There is no such thing as fully objective history, and that’s for a simple reason. History is generated in narrative form, and the creation of every narrative—as Hayden White made clear four decades ago—necessarily involves the selection and discarding, as well as the foregrounding and relative camouflaging, of items within the panoply of “facts” at the disposal of the historian. 

Moreover, when it comes to constructing these narratives, all who chronicle the past are, whether they are aware of it or not, limited to a great extent by the repertoire of verbal cliches and conceptual metaphors that have been bequeathed to them by the elite institutions of the cultural system in which they live and work. 

I was reminded of this reality, and its often quite detrimental effects on the conduct of policy-making, while watching the extremely informative interview Tucker Carlson recently did with Jeffrey Sachs. 

In it, the globe-trotting economist and policy advisor generates what is, I suspect for most Americans, a completely different version of what has taken place over the last thirty years on the level of US relations with Russia.
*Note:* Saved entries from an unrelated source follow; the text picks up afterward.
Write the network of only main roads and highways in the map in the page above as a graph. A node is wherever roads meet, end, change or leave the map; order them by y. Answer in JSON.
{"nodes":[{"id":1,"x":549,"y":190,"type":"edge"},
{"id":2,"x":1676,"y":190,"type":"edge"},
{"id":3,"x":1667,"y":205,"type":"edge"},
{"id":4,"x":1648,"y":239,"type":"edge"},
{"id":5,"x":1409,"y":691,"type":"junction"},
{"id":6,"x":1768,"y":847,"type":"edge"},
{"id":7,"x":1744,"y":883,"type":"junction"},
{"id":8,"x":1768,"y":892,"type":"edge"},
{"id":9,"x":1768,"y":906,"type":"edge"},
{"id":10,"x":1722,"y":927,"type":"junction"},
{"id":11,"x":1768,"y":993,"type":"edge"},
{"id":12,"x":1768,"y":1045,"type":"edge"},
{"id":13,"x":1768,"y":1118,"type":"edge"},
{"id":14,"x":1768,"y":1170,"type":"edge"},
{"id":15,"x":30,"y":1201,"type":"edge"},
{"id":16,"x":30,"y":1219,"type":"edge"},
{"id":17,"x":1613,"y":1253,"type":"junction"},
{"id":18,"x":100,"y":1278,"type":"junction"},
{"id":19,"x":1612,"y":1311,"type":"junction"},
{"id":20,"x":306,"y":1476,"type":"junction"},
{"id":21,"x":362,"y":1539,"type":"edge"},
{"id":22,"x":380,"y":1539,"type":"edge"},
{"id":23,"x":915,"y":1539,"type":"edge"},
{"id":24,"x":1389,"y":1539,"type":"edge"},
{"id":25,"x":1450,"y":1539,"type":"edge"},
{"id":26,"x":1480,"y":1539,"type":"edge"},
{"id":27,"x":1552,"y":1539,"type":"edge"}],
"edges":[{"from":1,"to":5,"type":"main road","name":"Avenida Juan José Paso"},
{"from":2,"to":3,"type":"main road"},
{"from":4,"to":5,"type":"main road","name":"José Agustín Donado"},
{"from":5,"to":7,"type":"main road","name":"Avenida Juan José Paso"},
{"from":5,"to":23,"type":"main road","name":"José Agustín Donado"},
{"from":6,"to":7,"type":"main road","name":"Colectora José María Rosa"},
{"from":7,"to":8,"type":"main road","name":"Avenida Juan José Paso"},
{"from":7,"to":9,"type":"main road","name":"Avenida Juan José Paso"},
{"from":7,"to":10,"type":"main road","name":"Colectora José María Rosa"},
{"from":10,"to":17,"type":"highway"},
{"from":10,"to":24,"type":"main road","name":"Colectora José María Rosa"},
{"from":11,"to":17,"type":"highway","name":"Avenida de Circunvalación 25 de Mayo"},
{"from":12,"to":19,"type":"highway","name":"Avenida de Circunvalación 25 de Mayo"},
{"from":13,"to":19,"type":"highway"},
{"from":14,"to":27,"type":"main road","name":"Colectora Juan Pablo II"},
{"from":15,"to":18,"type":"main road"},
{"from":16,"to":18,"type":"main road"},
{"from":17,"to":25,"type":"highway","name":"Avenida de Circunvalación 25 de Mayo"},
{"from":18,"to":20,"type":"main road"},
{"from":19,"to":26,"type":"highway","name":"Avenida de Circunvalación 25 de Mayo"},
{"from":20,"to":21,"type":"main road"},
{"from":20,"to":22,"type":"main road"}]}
He does so by refuting the customary cliches and conceptual presumptions of mainstream US versions of this history one-by-one and in great detail. 

He suggests, in sum, that the Western journalism and policy-making classes (Is there a distinction today?) are so immersed in their own repertoire of culturally-bound discursive commonplaces that they are incapable of seeing, and therefore grappling with, the realities of today’s Russia in any halfway accurate fashion, a perceptual disconnect, he adds with alarm, that could lead to funereal outcomes. 

While his analysis was very sobering, it was nonetheless heartening to listen to an establishment insider with the ability to recognize his country’s dominant and self-limiting critical paradigm in regard to Russia and to share possible other ways of framing these crucial matters in new and possibly more accurate ways. 

As refreshing as this all was, the interviewer and his guest nonetheless fell into one extremely resistant cultural cliché when the conversation turned to the matter of previous empires and their geopolitical behavior. 

Carlson: But the pattern is recognizable immediately. Here you have a country with unchallenged, for a moment, unchallenged power, starting wars for not any obvious reason, all over the world. When was the last time an empire did that? 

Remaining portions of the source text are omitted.